→ **What the task asks**
Read through the listing, and wherever a line holds the word "pixels", return it.

** Data supplied follows **

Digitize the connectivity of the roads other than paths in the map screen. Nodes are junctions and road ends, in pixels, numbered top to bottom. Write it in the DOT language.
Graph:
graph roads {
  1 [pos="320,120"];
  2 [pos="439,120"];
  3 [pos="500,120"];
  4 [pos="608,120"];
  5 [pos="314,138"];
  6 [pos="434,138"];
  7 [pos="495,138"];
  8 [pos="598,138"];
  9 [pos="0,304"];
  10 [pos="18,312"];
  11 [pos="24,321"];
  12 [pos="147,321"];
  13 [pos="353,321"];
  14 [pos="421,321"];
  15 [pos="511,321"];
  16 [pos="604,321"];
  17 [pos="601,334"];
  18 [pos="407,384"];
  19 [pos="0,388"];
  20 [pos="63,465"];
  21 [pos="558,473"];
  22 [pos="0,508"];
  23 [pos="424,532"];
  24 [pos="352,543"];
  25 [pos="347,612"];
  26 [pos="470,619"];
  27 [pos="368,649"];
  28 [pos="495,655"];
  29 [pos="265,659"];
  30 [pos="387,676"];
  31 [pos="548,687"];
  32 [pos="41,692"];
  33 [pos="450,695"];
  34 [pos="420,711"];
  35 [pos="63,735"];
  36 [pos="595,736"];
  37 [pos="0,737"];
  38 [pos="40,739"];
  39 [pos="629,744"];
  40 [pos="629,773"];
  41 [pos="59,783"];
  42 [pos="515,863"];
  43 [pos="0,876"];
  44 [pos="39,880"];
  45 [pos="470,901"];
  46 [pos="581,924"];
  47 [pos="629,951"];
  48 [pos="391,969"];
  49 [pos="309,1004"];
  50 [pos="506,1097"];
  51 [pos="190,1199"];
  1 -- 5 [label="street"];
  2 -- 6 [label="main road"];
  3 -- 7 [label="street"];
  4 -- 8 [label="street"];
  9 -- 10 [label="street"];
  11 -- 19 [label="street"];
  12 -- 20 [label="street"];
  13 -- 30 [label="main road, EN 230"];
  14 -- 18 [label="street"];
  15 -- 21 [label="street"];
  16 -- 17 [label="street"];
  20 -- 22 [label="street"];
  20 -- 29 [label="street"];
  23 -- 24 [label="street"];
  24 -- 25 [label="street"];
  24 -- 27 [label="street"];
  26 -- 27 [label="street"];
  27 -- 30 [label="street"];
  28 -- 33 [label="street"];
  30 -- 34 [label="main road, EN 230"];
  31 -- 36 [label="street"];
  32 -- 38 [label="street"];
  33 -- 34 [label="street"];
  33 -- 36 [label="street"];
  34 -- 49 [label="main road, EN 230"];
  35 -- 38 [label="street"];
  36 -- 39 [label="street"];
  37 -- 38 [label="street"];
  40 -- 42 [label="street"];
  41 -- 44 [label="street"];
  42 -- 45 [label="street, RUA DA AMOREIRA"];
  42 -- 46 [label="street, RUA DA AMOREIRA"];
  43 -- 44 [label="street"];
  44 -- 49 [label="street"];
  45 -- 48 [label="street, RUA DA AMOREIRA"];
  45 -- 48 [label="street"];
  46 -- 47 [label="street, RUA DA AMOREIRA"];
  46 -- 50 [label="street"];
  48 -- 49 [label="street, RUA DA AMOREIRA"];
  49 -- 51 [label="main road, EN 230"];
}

** End of Data supplied **
** Data supplied follows **

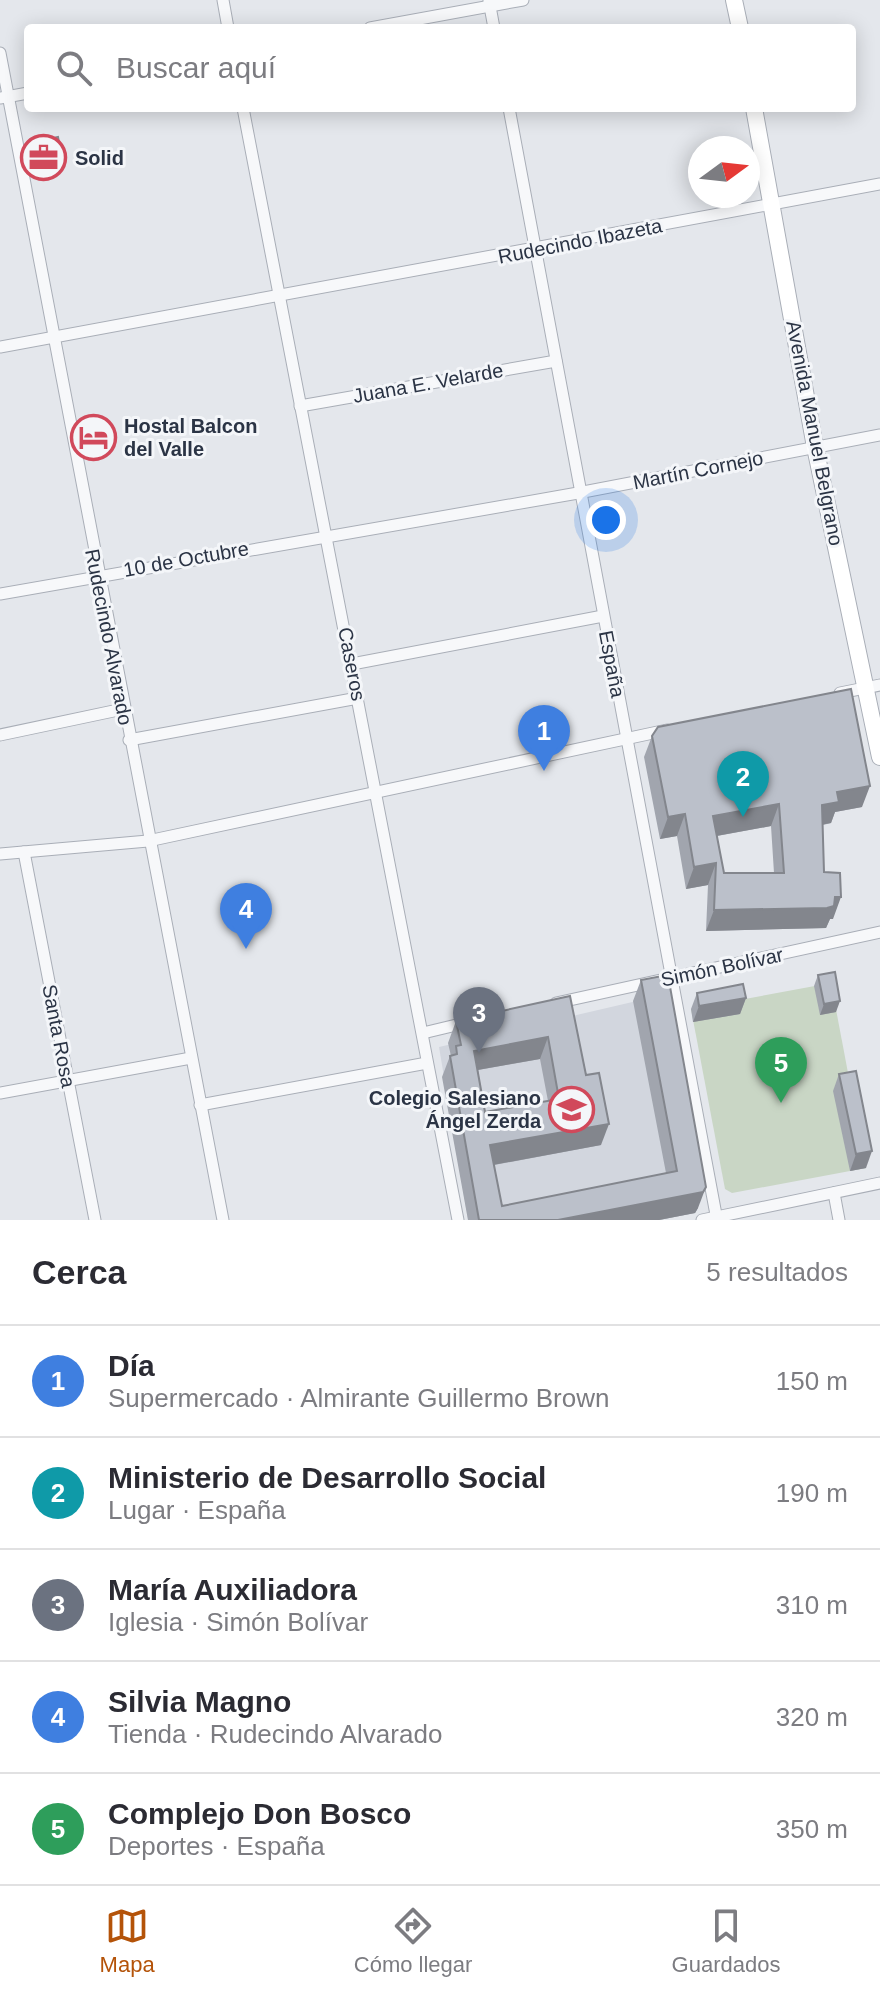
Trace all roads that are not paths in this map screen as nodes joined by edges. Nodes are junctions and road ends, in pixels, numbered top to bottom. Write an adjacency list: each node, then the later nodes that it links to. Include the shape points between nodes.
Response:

** End of Data supplied **

→ **Exercise answer**
Digitize the connectivity of the roads other than paths in the map screen. Nodes are junctions and road ends, in pixels, numbered top to bottom. Write it in the DOT language.
Trace all roads that are not paths in this map screen as nodes joined by edges. Nodes are junctions and road ends, in pixels, numbered top to bottom. Write an adjacency list: each node, then the later nodes that it links to. Include the shape points between nodes.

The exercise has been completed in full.